> TASK DIRECTIONS: Wherever the word "numbered" turns up in a line of the entries, copy that line.

Saved data entries:
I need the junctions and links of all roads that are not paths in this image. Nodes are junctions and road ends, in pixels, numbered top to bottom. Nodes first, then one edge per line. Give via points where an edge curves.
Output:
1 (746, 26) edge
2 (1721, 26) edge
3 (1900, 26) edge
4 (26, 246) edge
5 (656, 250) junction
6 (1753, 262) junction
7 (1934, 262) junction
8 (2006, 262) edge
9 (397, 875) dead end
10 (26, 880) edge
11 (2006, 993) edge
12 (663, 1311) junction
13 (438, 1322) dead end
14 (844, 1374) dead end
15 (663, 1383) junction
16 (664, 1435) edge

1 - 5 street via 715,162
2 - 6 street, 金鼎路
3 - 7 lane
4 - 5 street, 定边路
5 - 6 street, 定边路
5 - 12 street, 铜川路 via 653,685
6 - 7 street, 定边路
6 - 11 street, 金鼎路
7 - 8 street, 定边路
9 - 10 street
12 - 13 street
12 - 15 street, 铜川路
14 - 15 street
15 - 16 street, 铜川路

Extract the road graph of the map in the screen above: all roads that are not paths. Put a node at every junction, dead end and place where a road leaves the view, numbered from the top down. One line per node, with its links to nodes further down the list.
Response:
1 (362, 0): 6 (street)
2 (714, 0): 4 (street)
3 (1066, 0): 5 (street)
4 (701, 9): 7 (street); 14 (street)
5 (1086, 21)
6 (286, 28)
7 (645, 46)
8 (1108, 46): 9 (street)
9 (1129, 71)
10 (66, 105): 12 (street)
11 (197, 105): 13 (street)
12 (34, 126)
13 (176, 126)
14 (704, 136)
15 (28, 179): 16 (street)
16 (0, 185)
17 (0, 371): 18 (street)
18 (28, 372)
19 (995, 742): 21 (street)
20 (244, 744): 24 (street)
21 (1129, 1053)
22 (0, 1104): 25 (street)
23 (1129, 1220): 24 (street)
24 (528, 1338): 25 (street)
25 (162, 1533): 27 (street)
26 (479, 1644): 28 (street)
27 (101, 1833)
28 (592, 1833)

> OUTPUT OF THE EXERCISE:
I need the junctions and links of all roads that are not paths in this image. Nodes are junctions and road ends, in pixels, numbered top to bottom. Nodes first, then one edge per line. Give via points where an edge curves.
Extract the road graph of the map in the screen above: all roads that are not paths. Put a node at every junction, dead end and place where a road leaves the view, numbered from the top down. One line per node, with its links to nodes further down the list.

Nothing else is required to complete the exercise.